Her story: Of Non-American Blacks and the Oppression Olympics

RASHMEE ROSHAN LALL November 24, 2013

AMERICANAH_AD3I read Chimamanda Ngozi Adichi’s third novel ‘Americanah’ in 10 hours flat. It’s a fat book, so that’s a bit of a feat. Testimony not to how fast I read (though I admit to being a bit modest – I do read very fast) but how well Ms Adichi writes, how little affectation there is in her storytelling, how pitch perfect her prose.

As she has displayed in her other, beautiful novels, Purple Hibiscus and Half of a Yellow Sun, Ms Adichi is able to beautifully and seamlessly combine a love story with a strong comment on identity, loss and loneliness.

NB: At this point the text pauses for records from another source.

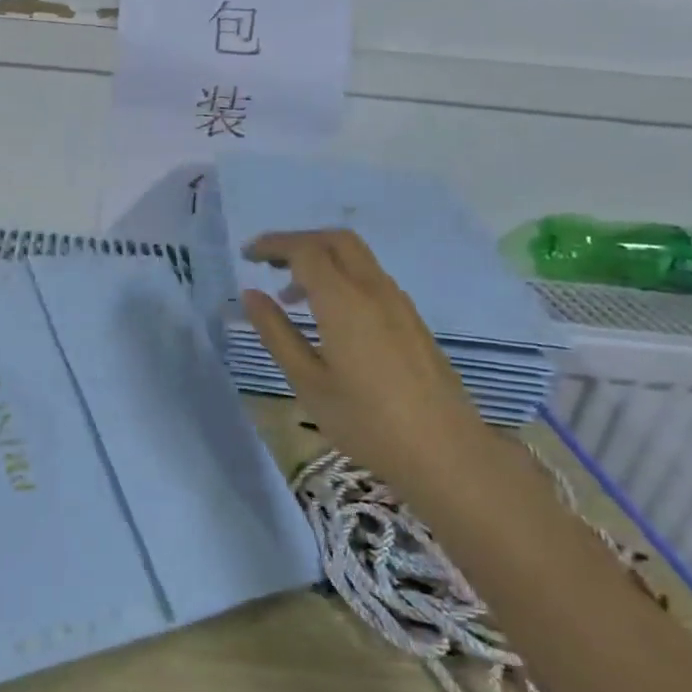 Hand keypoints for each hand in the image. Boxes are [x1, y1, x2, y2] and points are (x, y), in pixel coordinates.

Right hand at [242, 229, 498, 493]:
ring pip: (357, 258)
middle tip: (268, 263)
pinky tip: (329, 316)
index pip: (305, 250)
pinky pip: (371, 279)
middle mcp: (374, 291)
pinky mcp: (412, 320)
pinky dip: (342, 278)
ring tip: (291, 297)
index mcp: (344, 302)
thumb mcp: (307, 381)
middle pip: (336, 240)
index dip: (273, 245)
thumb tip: (251, 295)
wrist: (445, 451)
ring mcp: (399, 304)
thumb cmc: (365, 421)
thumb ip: (276, 333)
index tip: (247, 256)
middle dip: (299, 242)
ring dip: (322, 260) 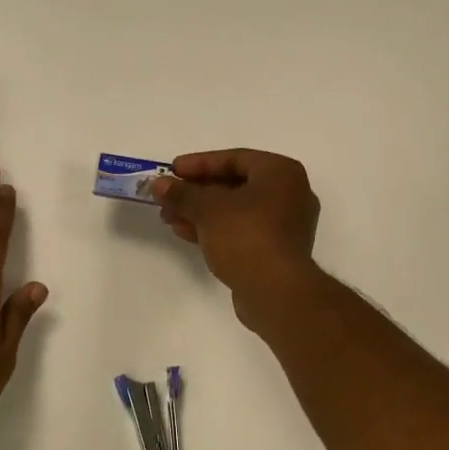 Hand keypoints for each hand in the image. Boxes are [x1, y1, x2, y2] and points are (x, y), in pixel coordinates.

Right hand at [150, 149, 320, 327]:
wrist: (276, 291)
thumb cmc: (246, 235)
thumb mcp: (207, 209)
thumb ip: (182, 193)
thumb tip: (158, 184)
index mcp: (281, 172)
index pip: (234, 158)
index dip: (199, 163)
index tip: (172, 170)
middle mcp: (290, 194)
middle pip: (234, 185)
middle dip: (196, 192)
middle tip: (167, 196)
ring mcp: (285, 225)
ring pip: (235, 211)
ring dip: (201, 212)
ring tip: (169, 217)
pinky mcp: (276, 251)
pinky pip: (241, 230)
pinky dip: (215, 229)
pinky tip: (185, 233) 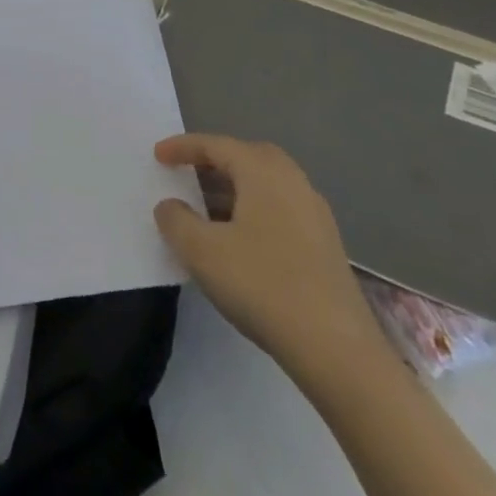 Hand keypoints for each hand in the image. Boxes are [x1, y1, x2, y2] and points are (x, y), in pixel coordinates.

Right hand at [154, 133, 386, 378]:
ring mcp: (315, 214)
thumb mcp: (202, 251)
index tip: (157, 155)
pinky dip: (253, 211)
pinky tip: (239, 241)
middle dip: (214, 161)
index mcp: (263, 172)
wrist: (338, 350)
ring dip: (234, 188)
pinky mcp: (326, 246)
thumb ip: (176, 220)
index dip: (183, 147)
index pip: (216, 145)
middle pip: (247, 157)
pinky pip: (280, 209)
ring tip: (206, 209)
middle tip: (187, 173)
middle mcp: (293, 182)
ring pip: (266, 185)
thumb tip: (170, 206)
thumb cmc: (263, 285) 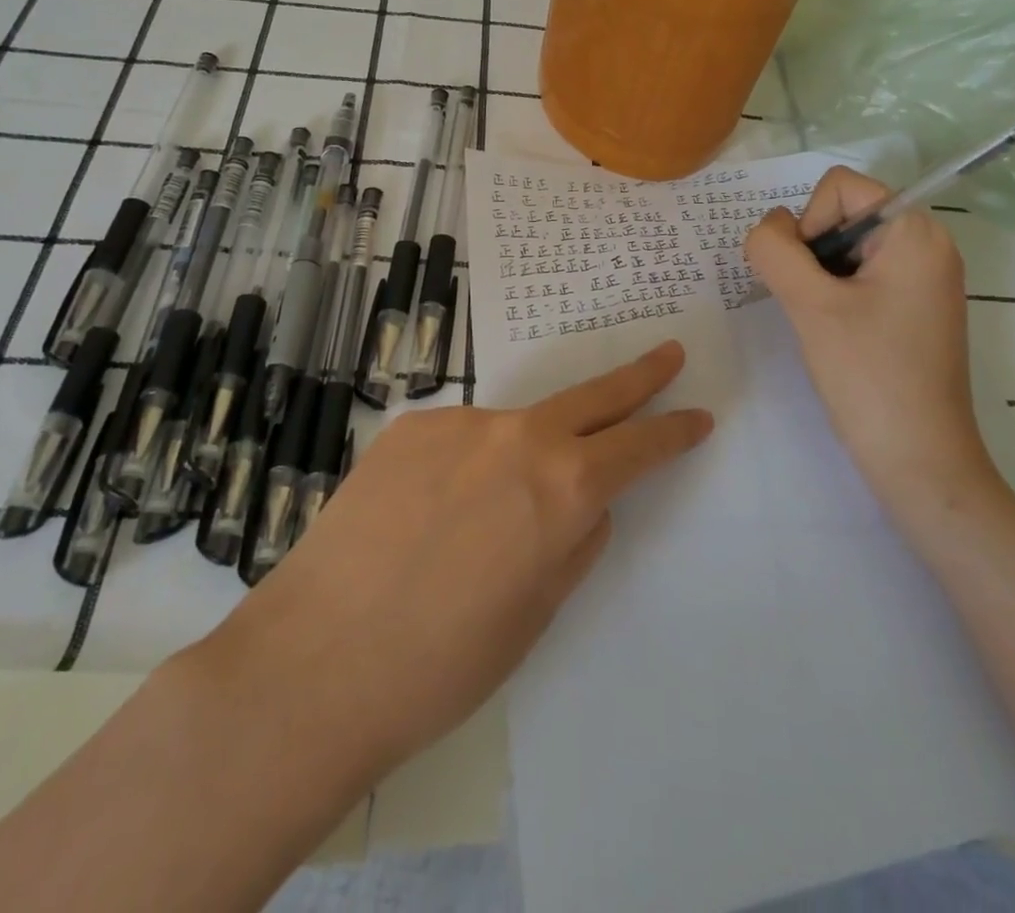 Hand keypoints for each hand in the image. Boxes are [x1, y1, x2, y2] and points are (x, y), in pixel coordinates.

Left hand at [195, 342, 711, 785]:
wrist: (318, 660)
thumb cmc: (444, 662)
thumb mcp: (536, 612)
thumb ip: (573, 541)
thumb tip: (586, 504)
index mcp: (563, 487)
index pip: (639, 446)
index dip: (673, 431)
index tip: (697, 416)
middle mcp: (519, 436)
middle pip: (595, 396)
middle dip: (639, 376)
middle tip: (668, 353)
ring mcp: (460, 423)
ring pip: (515, 428)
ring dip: (524, 454)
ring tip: (482, 523)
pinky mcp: (411, 427)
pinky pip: (460, 440)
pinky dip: (465, 467)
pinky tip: (430, 515)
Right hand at [744, 167, 995, 518]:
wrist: (919, 461)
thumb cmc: (869, 376)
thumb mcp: (810, 305)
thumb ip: (775, 250)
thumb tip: (768, 228)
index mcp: (915, 232)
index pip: (840, 188)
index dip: (809, 224)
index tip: (811, 279)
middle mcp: (928, 245)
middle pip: (844, 213)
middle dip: (813, 252)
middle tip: (812, 304)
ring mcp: (924, 279)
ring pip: (847, 247)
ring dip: (819, 276)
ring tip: (823, 323)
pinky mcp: (914, 308)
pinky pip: (862, 275)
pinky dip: (836, 293)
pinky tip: (835, 334) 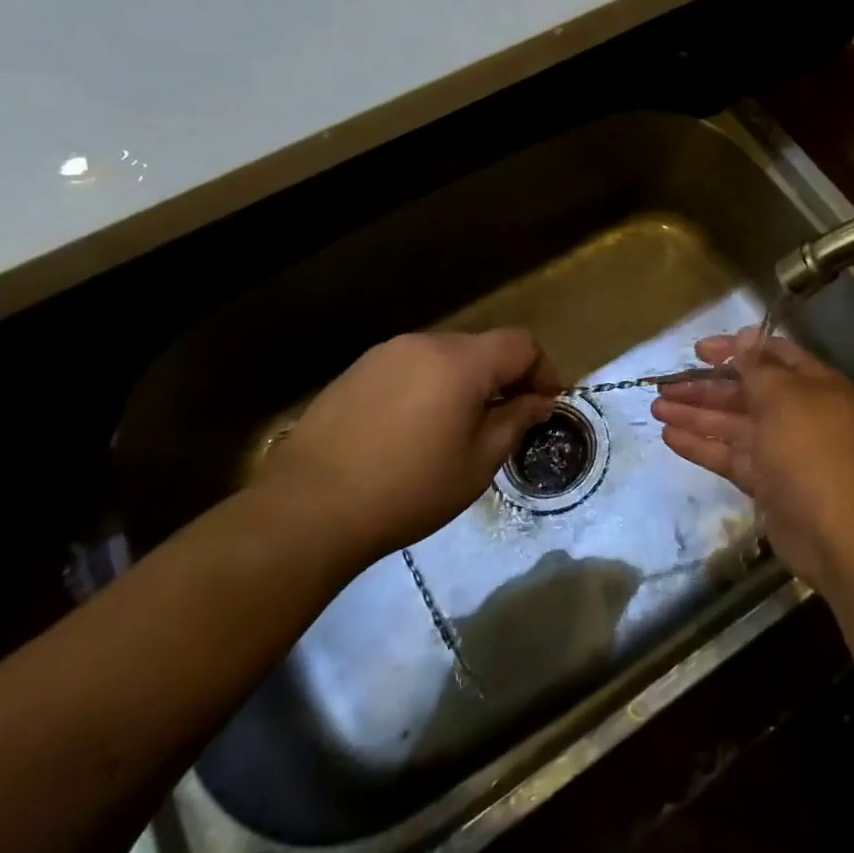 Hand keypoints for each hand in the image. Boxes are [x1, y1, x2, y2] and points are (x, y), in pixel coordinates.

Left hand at [261, 329, 561, 562]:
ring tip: (458, 428)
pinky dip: (429, 387)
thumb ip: (515, 422)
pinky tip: (414, 429)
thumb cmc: (407, 490)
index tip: (545, 406)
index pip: (521, 344)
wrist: (307, 508)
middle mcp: (425, 344)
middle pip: (483, 347)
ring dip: (465, 382)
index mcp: (461, 362)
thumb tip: (539, 401)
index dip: (543, 371)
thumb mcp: (476, 464)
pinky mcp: (357, 371)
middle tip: (506, 421)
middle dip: (504, 378)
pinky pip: (411, 368)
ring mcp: (386, 354)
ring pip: (446, 357)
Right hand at [651, 328, 853, 592]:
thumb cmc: (812, 450)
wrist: (838, 534)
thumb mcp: (785, 397)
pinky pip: (730, 455)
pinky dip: (702, 446)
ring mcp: (782, 450)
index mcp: (814, 385)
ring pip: (733, 424)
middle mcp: (799, 413)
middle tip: (664, 386)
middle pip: (746, 392)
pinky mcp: (767, 482)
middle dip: (705, 387)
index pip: (772, 355)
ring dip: (696, 415)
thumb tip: (746, 334)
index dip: (736, 349)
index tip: (698, 351)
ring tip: (656, 409)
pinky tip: (669, 437)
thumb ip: (759, 366) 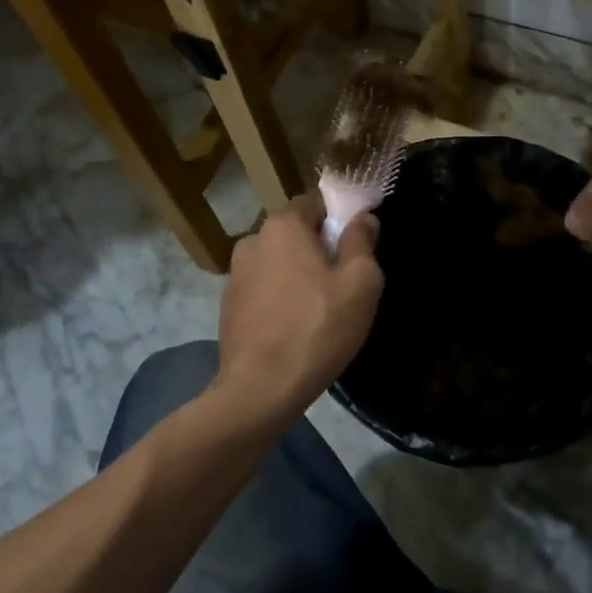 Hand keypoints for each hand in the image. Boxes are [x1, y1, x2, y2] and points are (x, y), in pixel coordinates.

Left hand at [212, 193, 383, 426]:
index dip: (338, 220)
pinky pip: (262, 288)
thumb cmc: (318, 328)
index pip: (314, 203)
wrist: (260, 389)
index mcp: (283, 225)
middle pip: (294, 232)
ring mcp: (234, 274)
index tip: (355, 248)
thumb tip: (363, 218)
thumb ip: (362, 241)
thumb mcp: (360, 282)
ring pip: (277, 261)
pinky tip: (293, 326)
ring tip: (317, 309)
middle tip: (342, 282)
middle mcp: (252, 240)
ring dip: (296, 274)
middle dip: (318, 248)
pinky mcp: (228, 306)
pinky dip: (278, 298) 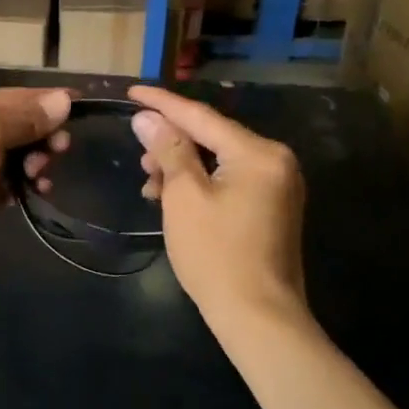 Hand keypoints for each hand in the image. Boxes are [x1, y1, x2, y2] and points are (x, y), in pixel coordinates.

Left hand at [0, 88, 72, 259]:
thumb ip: (25, 119)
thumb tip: (64, 101)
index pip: (13, 96)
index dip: (46, 100)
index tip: (82, 104)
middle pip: (17, 126)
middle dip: (42, 134)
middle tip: (62, 148)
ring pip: (17, 157)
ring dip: (36, 161)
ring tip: (42, 174)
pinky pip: (10, 185)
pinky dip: (26, 186)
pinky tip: (39, 190)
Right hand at [128, 85, 307, 326]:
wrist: (259, 317)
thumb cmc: (216, 253)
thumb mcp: (184, 196)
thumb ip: (168, 150)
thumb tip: (147, 117)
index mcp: (258, 153)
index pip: (201, 116)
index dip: (162, 103)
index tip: (131, 91)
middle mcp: (275, 161)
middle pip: (212, 137)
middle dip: (171, 142)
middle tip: (138, 155)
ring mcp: (277, 186)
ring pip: (218, 160)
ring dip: (182, 166)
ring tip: (150, 183)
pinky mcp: (272, 207)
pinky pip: (229, 180)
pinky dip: (200, 183)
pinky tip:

In Purple Hibiscus, it was about religious zealotry, psychological and physical cruelty and the tender sprouting of hope within the main protagonist – 15-year-old Kambili –  and her brother that their lives will be better one day.

In Half of a Yellow Sun, it was the toll the Biafran war takes on six people – a high-ranking politician, a university professor, a British citizen, a houseboy and two sisters, Olanna and Kainene.

In Americanah, it is spirited student Ifemelu who finds that she has become black when she arrives in America from Nigeria and quite suddenly loses her new interest in race when she returns.

The novel is a masterful dissection of race, particularly in the US and Ms Adichi can probably take credit for ferrying the Non-American Black mainstream, as also the Oppression Olympics, which is “what smart liberal Americans say to make you feel stupid and to make you shut up (when you talk about racism).”